**What you will do**
From the entries below, list each line with "roads".

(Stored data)

Segment Open

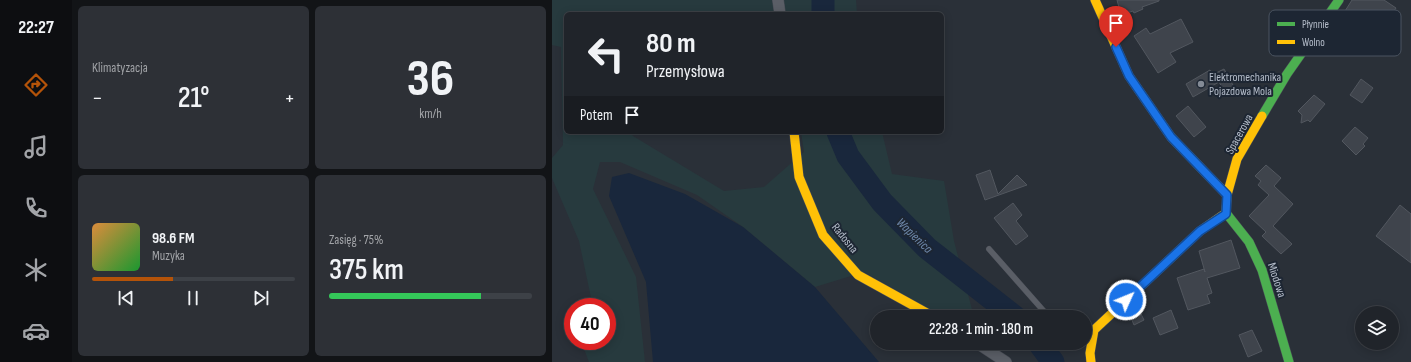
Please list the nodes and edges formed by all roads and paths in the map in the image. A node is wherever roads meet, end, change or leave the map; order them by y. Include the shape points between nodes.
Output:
1 (778, 0) edge
2 (1095, 0) edge
3 (1339, 0) edge
4 (1332, 10) edge
5 (780, 12) edge
6 (1300, 56) edge
7 (794, 134) edge
8 (1227, 195) junction
9 (1226, 214) junction
10 (989, 249) dead end
11 (921, 310) edge
12 (1044, 310) edge
13 (1094, 330) joint
14 (988, 350) edge
15 (1006, 362) edge
16 (1091, 362) edge
17 (1289, 362) edge

1 - 5 street
2 - 8 street via 1129,76 1171,137
3 - 4 street, Spacerowa
6 - 8 street, Spacerowa via 1237,159
7 - 11 street, Radosna via 799,177 822,235 858,275
8 - 9 street, Spacerowa
9 - 13 street via 1200,231
9 - 17 street, Miodowa via 1249,242 1262,270
10 - 12 lane
13 - 16 street
14 - 15 street

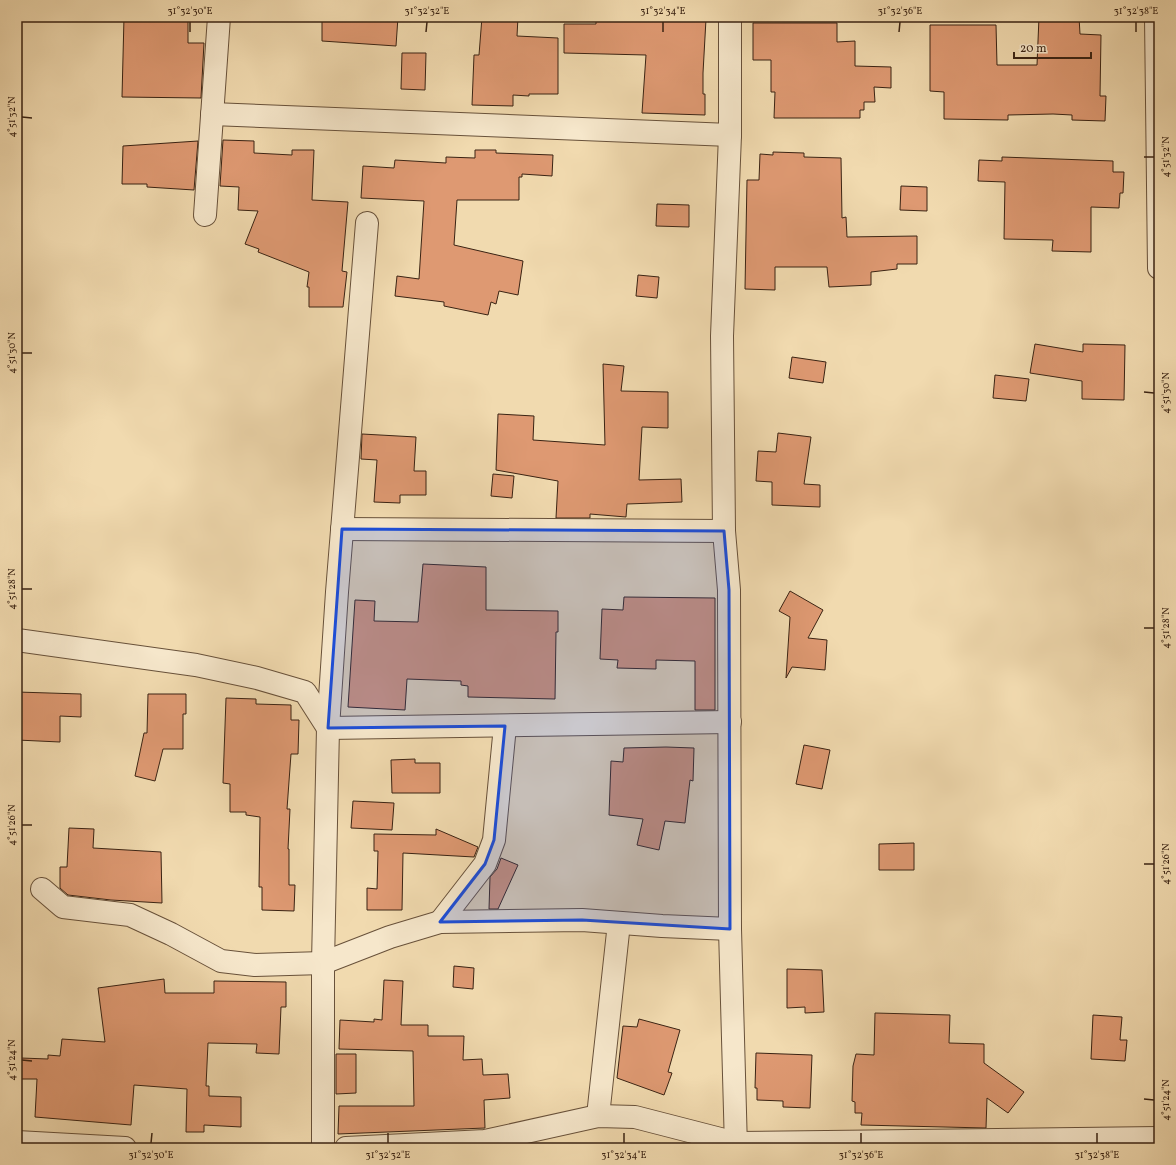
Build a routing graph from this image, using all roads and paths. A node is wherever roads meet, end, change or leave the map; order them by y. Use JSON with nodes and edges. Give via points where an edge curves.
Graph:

Segment Closed

**Your solution**
Please list the nodes and edges formed by all roads and paths in the map in the image. A node is wherever roads meet, end, change or leave the map; order them by y. Include the shape points between nodes.
Build a routing graph from this image, using all roads and paths. A node is wherever roads meet, end, change or leave the map; order them by y. Use JSON with nodes and edges. Give via points where an edge curves.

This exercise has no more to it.